エレクトロポレーション後48時間のフローサイトメトリーで解析し、細胞形状、単細胞、生細胞、およびeGFP発現にゲートを付けた。4つのオルガノイドエンティティすべてにおいて、小さなプラスミドは、より大きなプラスミドよりも高い効率でトランスフェクションされた。小さなプラスミドの最も効率的なトランスフェクションは、92.1%GFP陽性細胞を有するPDACオルガノイドで到達した、 大きなプラスミドは46.7%の効率でトランスフェクションされたのに対し、より大きなプラスミドは平均効率53.4%のCRCオルガノイドにトランスフェクトされ、小さなプラスミドは平均効率84.3%でトランスフェクションされたのが最も困難な組織は胃癌オルガノイドであった。、これは両方のプラスミドの最も低いトランスフェクション効率を実証した。
概念実証として、ヒト正常胃オルガノイドは、TP53を標的とするCas9、GFP、および2sgRNA用のプラスミドコードを用いて電気電解した。クローンはNutlin3投与により選択され、TP53ノックアウトは対立胞のシーケンシングによって確認された。ヒト胃オルガノイドで実証したように、効率的なエレクトロポレーションは、ノックアウトやノックインなどのオルガノイド培養物のCRISPR Cas9ベース操作を可能にするため、異なる疾患をモデル化することができます。
このプロトコルは、より大きなプラスミドで消化器官オルガノイドをトランスフェクトするための効率的なエレクトロポレーション法を説明しています。この方法は迅速で、広範な準備や高価なバッファーは必要ありません。
Efficient genetic engineering of patient-derived gastrointestinal organoids is critical for translational disease modeling and target validation in early drug discovery. This universal electroporation protocol enables rapid, reproducible transfection of diverse organoid types, supporting high-confidence functional genomics and CRISPR-based manipulation. The method streamlines genetic perturbation workflows, reducing technical barriers and accelerating preclinical hypothesis testing across oncology and regenerative medicine portfolios.

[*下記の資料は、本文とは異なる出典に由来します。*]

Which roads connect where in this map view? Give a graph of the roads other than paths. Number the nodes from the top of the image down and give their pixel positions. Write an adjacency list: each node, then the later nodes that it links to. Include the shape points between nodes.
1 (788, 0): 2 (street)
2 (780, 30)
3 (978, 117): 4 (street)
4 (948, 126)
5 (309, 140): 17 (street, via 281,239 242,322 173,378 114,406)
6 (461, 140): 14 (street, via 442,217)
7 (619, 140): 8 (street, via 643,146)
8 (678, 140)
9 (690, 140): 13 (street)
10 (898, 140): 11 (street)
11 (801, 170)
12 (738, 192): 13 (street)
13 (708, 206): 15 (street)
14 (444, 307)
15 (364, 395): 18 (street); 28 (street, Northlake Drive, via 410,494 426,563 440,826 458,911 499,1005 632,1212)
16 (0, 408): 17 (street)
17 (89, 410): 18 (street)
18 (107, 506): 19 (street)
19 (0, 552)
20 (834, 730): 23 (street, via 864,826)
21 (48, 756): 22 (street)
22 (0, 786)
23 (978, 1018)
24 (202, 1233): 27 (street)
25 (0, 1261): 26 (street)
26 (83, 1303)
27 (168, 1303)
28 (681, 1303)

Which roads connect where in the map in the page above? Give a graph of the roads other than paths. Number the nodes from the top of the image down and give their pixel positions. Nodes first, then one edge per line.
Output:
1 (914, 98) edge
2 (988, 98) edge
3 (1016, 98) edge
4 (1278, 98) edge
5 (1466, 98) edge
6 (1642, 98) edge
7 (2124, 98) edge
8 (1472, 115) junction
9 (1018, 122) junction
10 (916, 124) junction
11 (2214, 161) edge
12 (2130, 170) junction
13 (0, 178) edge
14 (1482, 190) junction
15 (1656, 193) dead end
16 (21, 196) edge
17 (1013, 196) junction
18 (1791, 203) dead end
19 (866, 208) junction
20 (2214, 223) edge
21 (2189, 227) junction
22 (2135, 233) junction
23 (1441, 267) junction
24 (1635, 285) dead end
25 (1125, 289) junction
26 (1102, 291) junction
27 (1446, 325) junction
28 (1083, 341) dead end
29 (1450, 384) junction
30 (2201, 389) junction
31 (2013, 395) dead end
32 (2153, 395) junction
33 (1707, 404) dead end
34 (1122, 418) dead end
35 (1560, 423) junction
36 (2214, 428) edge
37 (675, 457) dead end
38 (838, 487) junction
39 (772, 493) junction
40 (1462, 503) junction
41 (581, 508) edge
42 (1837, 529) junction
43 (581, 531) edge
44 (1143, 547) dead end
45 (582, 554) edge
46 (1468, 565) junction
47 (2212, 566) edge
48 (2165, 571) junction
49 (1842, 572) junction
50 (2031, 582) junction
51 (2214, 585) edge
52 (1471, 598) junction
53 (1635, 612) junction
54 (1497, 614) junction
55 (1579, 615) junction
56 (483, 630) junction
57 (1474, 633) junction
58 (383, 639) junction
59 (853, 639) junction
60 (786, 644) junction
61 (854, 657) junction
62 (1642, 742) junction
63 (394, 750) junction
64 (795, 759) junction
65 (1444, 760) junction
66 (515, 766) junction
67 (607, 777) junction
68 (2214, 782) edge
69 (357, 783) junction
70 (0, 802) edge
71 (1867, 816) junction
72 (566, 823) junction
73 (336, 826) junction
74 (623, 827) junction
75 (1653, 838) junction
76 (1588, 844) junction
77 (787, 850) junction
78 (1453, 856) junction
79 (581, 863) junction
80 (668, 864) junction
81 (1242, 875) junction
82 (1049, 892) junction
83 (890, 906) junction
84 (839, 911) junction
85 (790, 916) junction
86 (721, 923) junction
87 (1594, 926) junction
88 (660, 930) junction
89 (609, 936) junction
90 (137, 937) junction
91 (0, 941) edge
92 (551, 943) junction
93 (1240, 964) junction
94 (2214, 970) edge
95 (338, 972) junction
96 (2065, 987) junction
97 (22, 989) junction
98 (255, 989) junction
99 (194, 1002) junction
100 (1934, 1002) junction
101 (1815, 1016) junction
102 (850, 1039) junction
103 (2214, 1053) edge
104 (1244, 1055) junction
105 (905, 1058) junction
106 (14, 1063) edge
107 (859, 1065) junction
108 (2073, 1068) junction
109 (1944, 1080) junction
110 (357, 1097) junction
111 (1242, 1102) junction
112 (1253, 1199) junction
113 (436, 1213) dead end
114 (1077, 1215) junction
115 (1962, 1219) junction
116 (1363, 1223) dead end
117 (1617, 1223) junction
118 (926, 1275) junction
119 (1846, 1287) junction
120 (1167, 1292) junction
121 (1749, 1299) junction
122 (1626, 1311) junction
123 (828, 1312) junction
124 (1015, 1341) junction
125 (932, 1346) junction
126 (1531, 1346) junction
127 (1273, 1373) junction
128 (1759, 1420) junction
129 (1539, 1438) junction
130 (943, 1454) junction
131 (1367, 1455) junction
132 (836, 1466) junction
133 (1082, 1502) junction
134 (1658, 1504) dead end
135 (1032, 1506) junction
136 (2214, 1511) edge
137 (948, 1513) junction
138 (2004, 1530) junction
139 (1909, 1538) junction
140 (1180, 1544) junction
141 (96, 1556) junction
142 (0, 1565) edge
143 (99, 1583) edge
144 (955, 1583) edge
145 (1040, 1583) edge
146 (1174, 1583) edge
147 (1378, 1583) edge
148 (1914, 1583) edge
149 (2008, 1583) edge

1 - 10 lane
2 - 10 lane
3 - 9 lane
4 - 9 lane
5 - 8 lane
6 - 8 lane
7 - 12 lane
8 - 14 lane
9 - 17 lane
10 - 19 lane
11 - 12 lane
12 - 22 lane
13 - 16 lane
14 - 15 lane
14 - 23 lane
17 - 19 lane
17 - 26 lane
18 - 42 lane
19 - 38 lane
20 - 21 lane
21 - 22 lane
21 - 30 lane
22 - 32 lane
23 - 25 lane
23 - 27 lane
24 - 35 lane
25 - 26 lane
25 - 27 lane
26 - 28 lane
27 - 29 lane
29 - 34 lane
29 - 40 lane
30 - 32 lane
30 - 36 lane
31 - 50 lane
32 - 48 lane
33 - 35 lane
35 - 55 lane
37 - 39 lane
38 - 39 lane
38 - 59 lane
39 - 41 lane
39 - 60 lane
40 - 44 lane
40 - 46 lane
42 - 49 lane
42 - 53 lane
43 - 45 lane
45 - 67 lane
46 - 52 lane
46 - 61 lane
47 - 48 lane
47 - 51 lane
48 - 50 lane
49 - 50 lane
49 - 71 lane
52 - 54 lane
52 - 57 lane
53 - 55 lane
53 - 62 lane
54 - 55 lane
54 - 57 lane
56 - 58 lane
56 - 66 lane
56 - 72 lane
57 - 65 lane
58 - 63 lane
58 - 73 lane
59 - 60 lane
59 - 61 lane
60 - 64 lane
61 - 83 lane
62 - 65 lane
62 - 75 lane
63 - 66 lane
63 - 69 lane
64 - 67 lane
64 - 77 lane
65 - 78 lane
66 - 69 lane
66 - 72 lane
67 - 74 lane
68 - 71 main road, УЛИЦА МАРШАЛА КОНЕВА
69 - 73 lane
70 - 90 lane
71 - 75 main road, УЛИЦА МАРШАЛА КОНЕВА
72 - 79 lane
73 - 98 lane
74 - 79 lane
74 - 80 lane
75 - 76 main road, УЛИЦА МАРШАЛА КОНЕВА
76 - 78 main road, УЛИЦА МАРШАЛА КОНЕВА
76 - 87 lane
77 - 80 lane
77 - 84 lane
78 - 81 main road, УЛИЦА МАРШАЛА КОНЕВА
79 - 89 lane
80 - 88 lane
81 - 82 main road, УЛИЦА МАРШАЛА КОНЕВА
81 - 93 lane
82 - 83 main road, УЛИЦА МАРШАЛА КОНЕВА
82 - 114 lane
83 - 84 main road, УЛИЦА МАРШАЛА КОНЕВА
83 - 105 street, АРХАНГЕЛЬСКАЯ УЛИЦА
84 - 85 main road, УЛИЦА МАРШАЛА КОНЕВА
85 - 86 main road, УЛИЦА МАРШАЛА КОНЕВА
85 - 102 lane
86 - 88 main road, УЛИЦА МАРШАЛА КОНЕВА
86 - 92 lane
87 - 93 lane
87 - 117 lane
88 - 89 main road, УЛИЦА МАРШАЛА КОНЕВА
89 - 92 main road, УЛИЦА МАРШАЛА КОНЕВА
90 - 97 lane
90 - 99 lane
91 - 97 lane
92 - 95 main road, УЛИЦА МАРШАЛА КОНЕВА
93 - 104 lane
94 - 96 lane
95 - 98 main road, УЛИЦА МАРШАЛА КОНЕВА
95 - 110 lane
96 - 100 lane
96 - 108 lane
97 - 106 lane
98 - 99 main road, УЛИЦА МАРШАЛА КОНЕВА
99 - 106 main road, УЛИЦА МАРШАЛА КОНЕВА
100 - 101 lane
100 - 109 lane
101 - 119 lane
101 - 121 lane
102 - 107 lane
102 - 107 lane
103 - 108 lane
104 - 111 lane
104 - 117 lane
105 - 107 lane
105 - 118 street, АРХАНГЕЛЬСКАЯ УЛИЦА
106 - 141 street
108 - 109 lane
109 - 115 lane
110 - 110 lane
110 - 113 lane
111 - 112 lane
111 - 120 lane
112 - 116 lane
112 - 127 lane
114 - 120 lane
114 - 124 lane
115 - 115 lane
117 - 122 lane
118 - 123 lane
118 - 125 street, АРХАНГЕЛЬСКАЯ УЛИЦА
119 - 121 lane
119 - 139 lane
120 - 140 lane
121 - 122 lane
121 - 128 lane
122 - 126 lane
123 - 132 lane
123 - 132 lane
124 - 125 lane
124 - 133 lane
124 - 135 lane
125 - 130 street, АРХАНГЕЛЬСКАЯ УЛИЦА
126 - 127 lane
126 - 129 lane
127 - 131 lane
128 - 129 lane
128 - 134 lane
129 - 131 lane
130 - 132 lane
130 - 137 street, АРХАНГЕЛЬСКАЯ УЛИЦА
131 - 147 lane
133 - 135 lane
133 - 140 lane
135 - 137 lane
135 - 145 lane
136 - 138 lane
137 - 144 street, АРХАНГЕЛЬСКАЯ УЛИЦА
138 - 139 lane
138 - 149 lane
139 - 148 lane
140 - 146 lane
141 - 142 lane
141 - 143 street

This protocol integrates at the interface of early discovery and preclinical research, enabling seamless transition from genetic hypothesis testing to functional validation in disease-relevant organoid systems.